The voice of the community is the strength of the community. Proof of this was clear in the summer. The community weathered a tremendous storm together, and Habbos stood strong. The way you reacted with one strong voice was inspiring. You will be left in good hands. Our new Community Team will lead Staff in the Hotel to serve you. Engagement will increase, and the spirit of Old Habbo will rise again.
But his message hardly reflects the extent of the scandal — which led investors to drop the company — or the depth of the challenge facing the site.
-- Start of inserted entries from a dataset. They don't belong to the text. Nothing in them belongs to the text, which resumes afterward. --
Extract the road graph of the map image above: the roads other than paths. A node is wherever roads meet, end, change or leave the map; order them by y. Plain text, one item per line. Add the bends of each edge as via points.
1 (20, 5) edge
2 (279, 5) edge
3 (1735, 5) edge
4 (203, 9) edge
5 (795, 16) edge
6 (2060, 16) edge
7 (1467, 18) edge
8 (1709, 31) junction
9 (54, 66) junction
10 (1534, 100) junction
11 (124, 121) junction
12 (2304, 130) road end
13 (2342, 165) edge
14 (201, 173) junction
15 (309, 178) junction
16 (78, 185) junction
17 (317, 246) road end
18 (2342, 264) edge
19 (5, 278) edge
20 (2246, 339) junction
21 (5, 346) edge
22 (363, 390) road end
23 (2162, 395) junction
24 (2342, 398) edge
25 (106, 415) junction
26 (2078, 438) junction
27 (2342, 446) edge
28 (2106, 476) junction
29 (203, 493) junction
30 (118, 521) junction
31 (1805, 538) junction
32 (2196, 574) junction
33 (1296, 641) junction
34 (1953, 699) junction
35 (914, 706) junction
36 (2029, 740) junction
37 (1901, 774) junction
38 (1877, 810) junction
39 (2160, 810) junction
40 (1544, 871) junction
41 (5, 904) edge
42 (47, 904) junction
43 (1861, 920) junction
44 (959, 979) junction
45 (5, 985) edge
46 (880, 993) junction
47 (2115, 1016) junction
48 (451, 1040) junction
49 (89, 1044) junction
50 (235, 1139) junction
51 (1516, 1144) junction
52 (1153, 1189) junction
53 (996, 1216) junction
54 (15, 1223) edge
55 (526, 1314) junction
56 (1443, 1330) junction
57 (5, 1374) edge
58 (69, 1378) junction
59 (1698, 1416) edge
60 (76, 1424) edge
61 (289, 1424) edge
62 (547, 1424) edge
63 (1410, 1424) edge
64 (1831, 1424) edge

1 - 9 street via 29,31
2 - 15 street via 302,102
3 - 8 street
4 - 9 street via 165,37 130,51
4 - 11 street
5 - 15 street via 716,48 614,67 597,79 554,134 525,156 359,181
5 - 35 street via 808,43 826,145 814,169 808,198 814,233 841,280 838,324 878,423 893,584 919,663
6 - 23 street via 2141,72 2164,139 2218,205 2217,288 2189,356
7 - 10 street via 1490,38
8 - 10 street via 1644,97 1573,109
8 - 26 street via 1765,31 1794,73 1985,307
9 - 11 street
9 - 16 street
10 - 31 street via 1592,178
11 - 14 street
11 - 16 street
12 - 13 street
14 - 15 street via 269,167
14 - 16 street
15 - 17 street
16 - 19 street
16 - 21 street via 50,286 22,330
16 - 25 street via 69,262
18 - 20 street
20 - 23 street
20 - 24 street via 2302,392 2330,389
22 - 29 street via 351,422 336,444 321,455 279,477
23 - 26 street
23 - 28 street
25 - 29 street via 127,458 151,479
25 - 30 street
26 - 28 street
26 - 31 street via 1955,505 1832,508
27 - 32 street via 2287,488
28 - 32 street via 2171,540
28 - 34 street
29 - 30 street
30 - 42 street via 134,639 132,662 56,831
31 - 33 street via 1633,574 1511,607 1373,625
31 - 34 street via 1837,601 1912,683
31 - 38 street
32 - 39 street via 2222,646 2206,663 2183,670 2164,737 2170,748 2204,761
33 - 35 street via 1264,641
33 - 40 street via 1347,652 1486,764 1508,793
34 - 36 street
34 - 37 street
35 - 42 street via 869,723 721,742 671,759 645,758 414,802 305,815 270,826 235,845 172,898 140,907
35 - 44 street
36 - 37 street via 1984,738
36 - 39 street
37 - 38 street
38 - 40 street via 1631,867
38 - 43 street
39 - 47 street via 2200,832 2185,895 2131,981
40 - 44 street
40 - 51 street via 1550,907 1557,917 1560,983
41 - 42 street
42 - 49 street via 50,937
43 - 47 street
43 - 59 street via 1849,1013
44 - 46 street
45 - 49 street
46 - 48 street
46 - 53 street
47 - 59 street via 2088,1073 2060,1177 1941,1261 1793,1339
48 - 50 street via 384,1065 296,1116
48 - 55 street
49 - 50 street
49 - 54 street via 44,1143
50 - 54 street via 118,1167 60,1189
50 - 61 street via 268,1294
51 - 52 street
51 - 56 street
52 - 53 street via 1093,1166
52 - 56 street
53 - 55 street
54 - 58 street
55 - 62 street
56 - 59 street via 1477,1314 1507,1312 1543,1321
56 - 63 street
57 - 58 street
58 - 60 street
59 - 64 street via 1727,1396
Around half of Habbo’s active user base appears to have departed in the last year, causing a dramatic reaction inside the business. In the fall, Habbo decided to reposition itself as a platform for games, laying off 60 staff in the process. Changes were long overdue, but in the wake of the scandal they felt like panic. However, at least under LaFontaine it had some strategic experience in the field — he had come to Habbo from running ops and distribution at Playdom, the online game developer bought by Disney for $ 763 million in 2010.
LaFontaine’s post is being taken, for the time being, by Markku Ignatius (he’s the one on the right) — a long-time employee who was previously the company’s head of legal affairs and corporate communications. He will have had a busy 12 months, no doubt, but the jury is out on whether his experience will help Habbo navigate its transition to the tricky world of games.
But turning to Ignatius does not mean that the site’s owners are simply turning to old Habbo hands for guidance. He’s only acting CEO, and if it were simply that Sulake wanted to turn the clock back it would not have also lost CTO Markus Halttunen, an eight-year veteran, also appears to have departed, along with other staff who go back more than a decade. These changes are perhaps not a surprise, as the company was cutting a huge percentage of jobs, but it does show that the axe is falling on new staff and old.
The thing is, a shakeup may be the only way to try and save this situation — because all of Habbo’s problems are of its own making. Its woeful moderation allowed sexual predators to roam free around a site intended for kids and teens, and the product failed to change as the online world altered radically over the past few years. It may look at 2012 as its annus horribilis, but right now the question must be whether 2013 can really be any better.